Write-through caches update the cache synchronously when data is written to the database.

class WriteThrough:

def __init__(self, cache, database):

self.cache = cache

self.database = database

def update_user(self, user_id, data):

# 1. Update database

self.database.execute("UPDATE users SET name = ? WHERE id = ?",

data['name'], user_id)

# 2. Update cache synchronously

user = self.database.query("SELECT * FROM users WHERE id = ?", user_id)

self.cache.set(f"user:{user_id}", user, ttl=3600)

**Advantages**:

* Cache is always consistent with the database (no stale data).

* No cache miss penalty for reads.

* Read path is simple (always from cache or cache-miss-then-database).

**Disadvantages**:

* Writes are slower (must update both database and cache).

* Writes more data to cache than may ever be read (cache pollution).
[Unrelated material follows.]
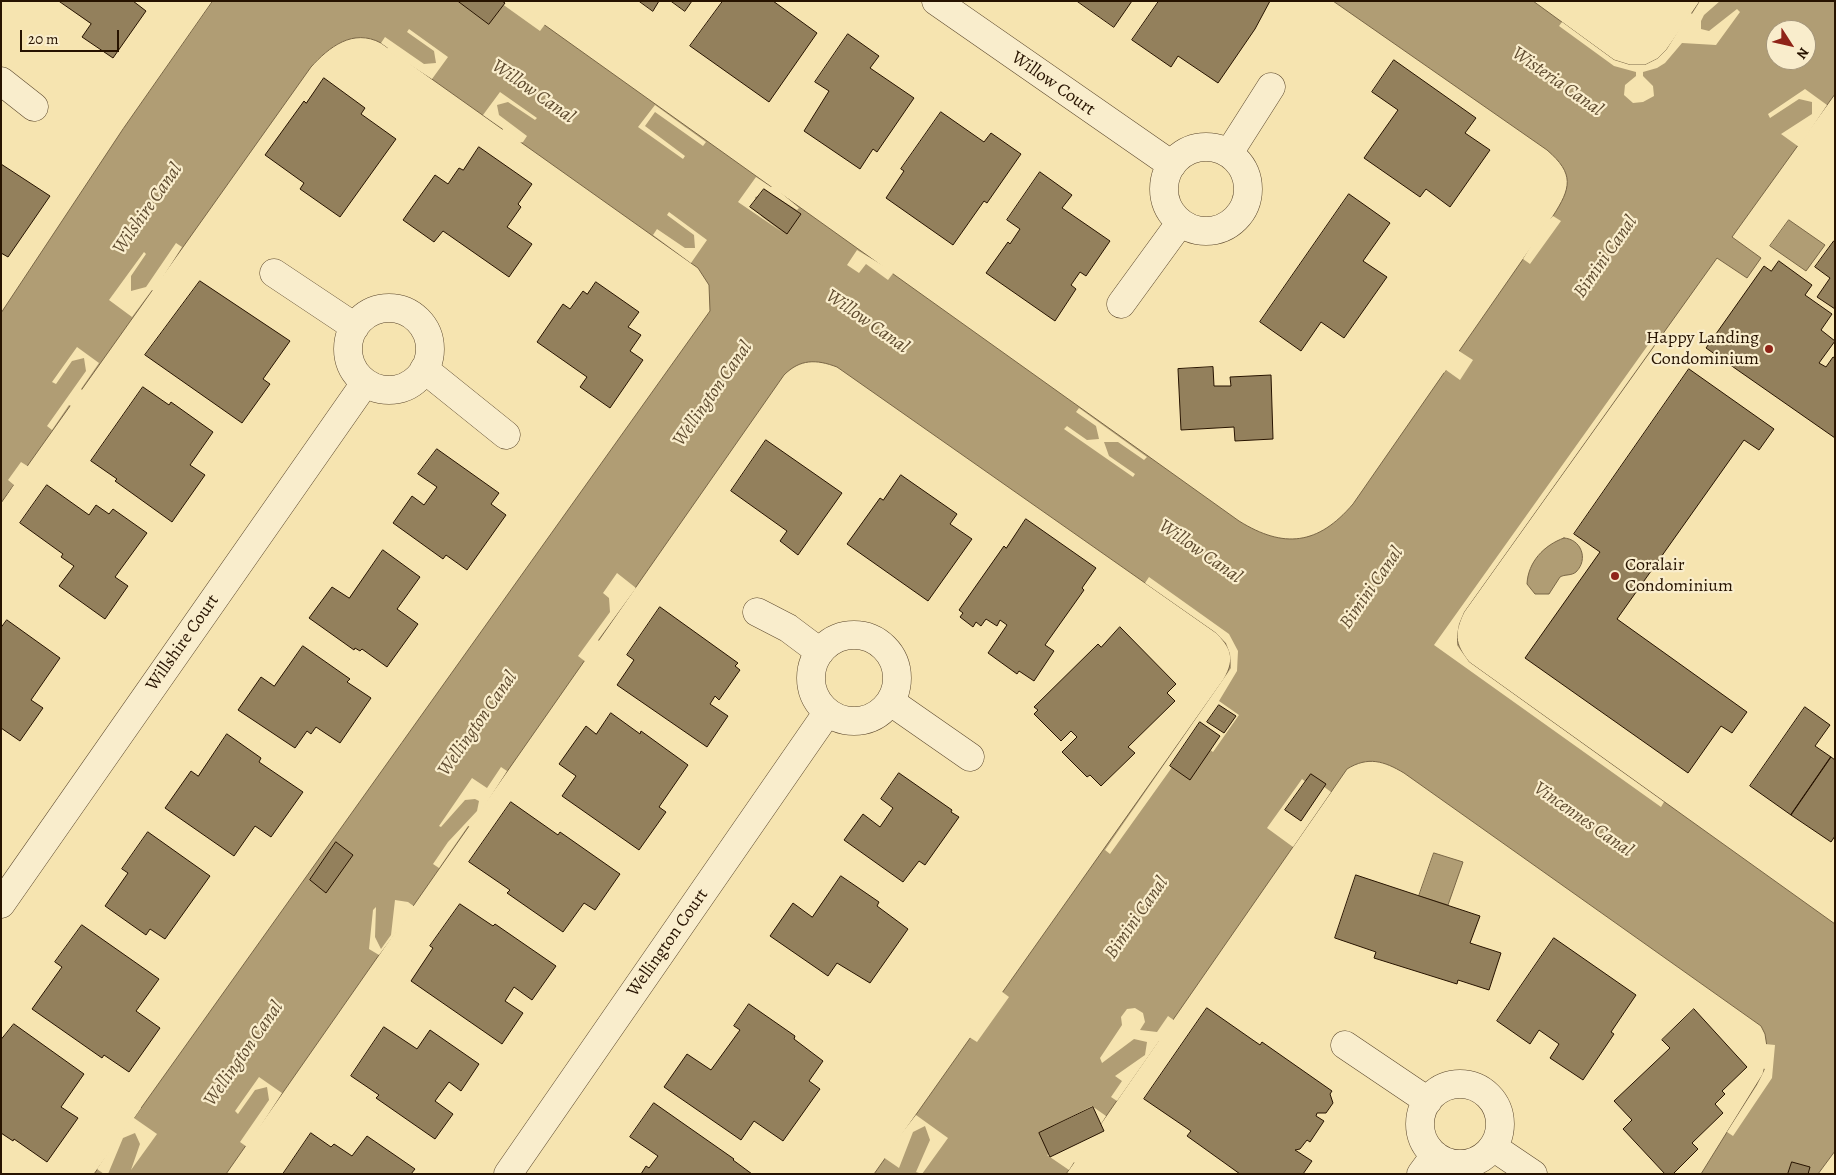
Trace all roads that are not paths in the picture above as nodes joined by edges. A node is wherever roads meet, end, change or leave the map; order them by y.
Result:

* Cache and database updates are not atomic (risk of inconsistency).

Write-Behind (Write-Back)

Write-behind caches write to the cache immediately and asynchronously update the database.

import asyncio

class WriteBehind:

def __init__(self, cache, database):

self.cache = cache

self.database = database

self.write_queue = asyncio.Queue()

self._start_flusher()

def _start_flusher(self):

"""Background task that flushes writes to database."""

async def flusher():

while True:

# Batch writes and flush periodically

batch = []

for _ in range(100): # Batch size

try:

item = await asyncio.wait_for(

self.write_queue.get(), timeout=1.0

)

batch.append(item)

except asyncio.TimeoutError:

break

if batch:

self._flush_to_database(batch)

asyncio.create_task(flusher())

def update_user(self, user_id, data):

# 1. Update cache immediately

user = {**self.cache.get(f"user:{user_id}", {}), **data}

self.cache.set(f"user:{user_id}", user)

# 2. Queue database update

self.write_queue.put_nowait({

"type": "update_user",

"user_id": user_id,

"data": data

})

**Advantages**:

* Very fast writes (no database latency).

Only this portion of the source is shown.